● What this task involves
Check every line of the entries for "pinky", and copy the lines that hold it.

● Given records
----------------------------------------

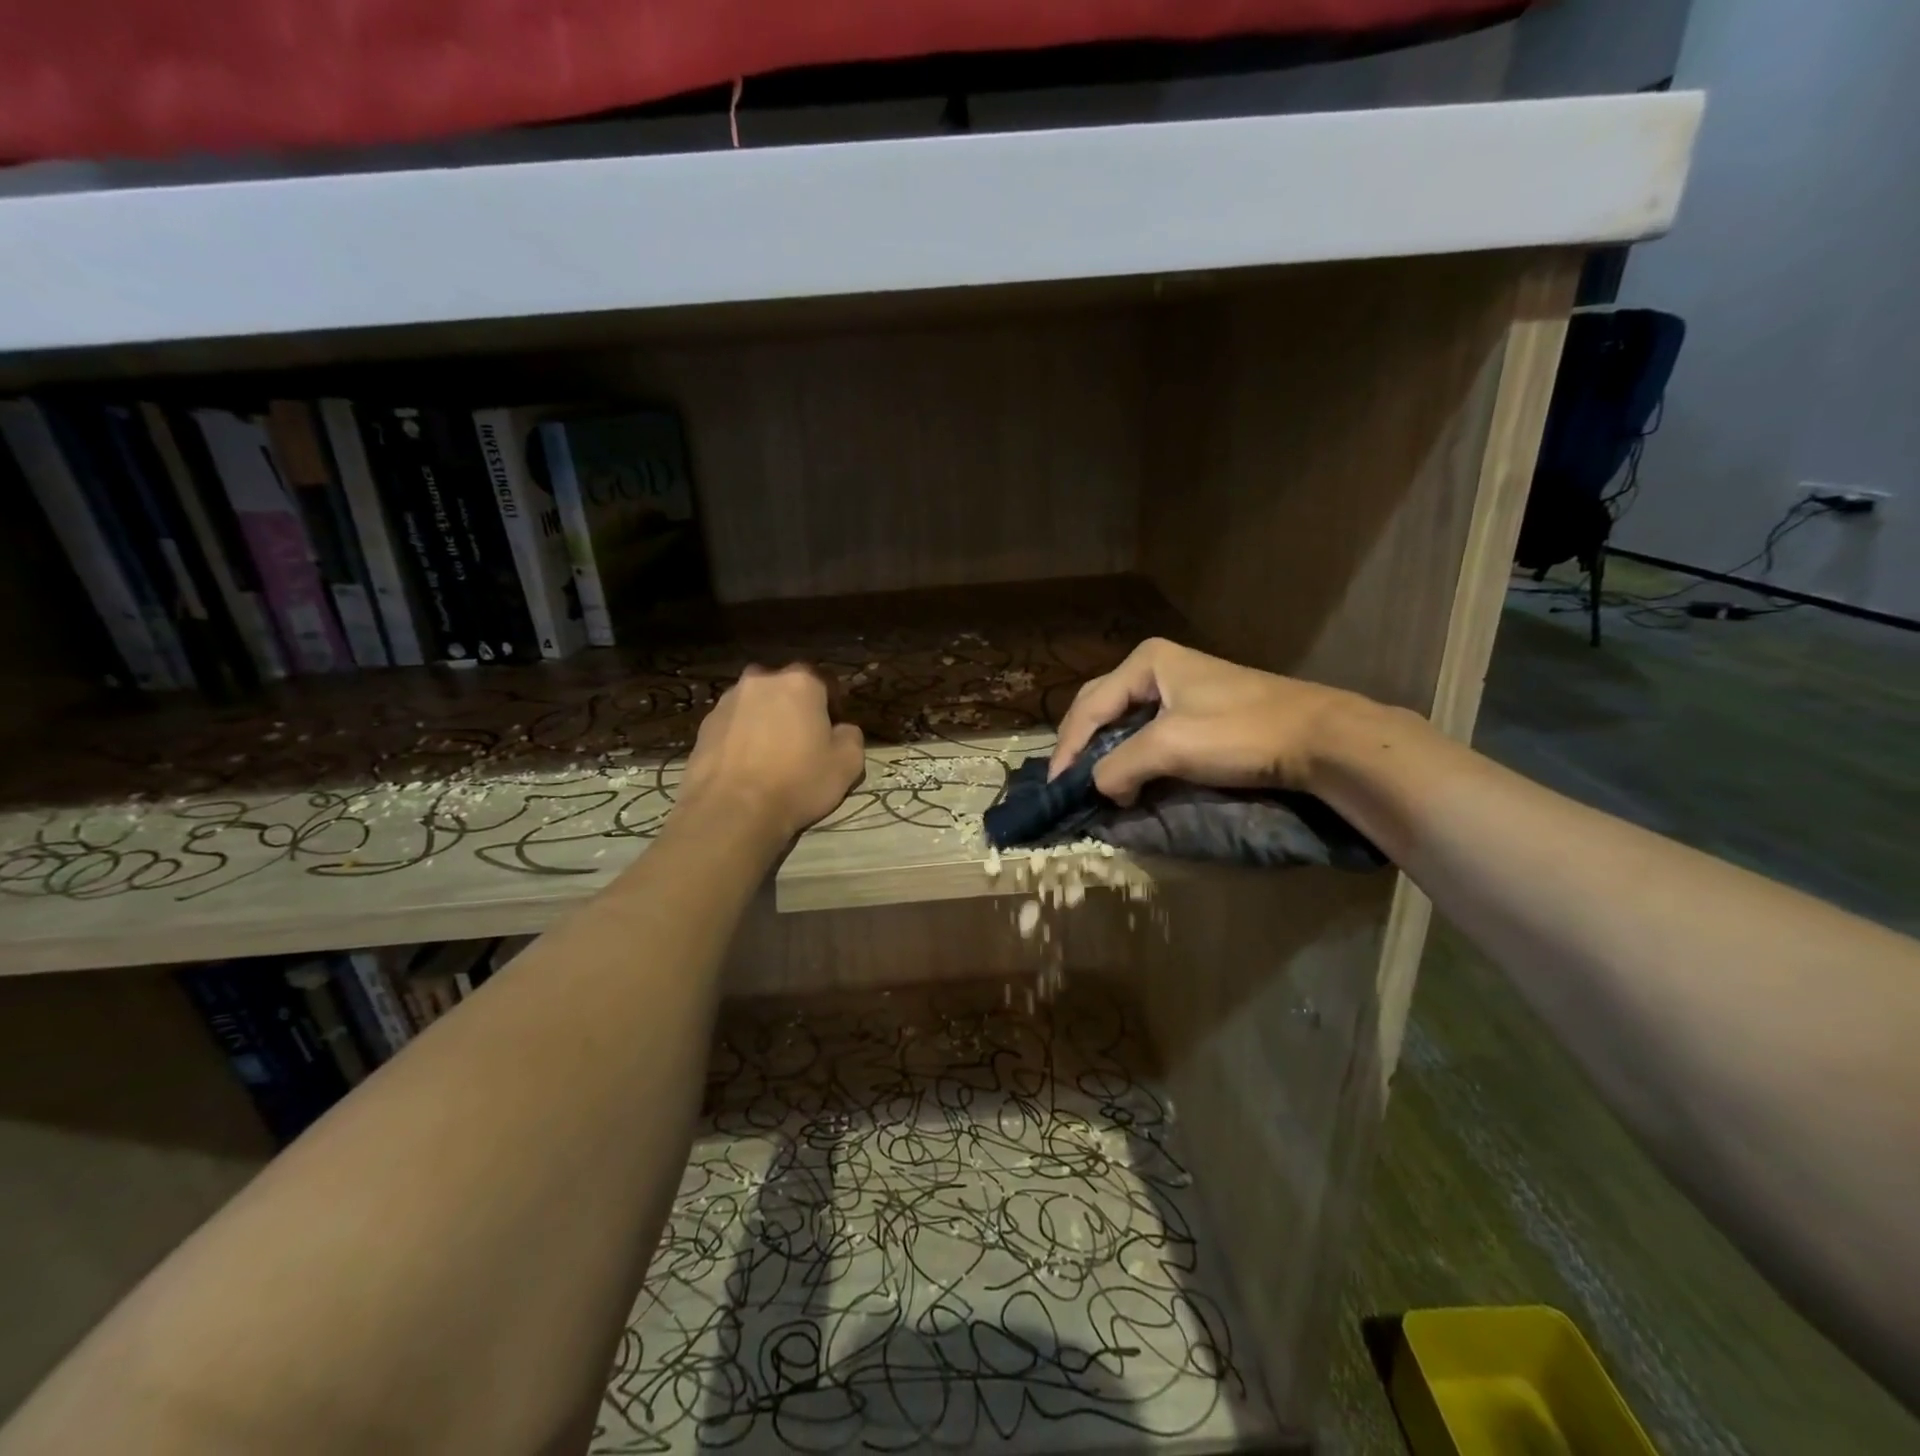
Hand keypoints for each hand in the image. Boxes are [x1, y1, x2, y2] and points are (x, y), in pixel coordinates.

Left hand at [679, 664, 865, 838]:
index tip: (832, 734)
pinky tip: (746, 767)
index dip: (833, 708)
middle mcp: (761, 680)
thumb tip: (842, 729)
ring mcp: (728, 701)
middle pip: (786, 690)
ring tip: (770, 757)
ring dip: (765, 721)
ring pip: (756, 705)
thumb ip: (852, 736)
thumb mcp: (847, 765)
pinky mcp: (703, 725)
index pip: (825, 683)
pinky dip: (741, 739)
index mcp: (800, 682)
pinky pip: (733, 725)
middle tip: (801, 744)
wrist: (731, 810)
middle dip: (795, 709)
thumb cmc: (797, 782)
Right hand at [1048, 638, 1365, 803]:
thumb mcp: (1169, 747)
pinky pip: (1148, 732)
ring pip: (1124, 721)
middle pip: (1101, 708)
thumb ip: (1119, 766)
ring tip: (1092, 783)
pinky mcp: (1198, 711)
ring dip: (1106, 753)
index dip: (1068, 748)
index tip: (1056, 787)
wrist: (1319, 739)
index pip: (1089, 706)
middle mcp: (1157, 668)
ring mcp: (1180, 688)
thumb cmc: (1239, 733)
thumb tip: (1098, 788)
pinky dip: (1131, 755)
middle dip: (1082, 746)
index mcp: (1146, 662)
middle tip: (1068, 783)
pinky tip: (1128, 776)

----------------------------------------

● Solution for this problem
pinky tip: (746, 767)
pinky mcp: (703, 725)
pinky dip: (741, 739)
pinky pip: (733, 725)
pinky pip: (1148, 732)
pinky mcp: (1198, 711)
pinky dip: (1131, 755)
pinky tip: (1128, 776)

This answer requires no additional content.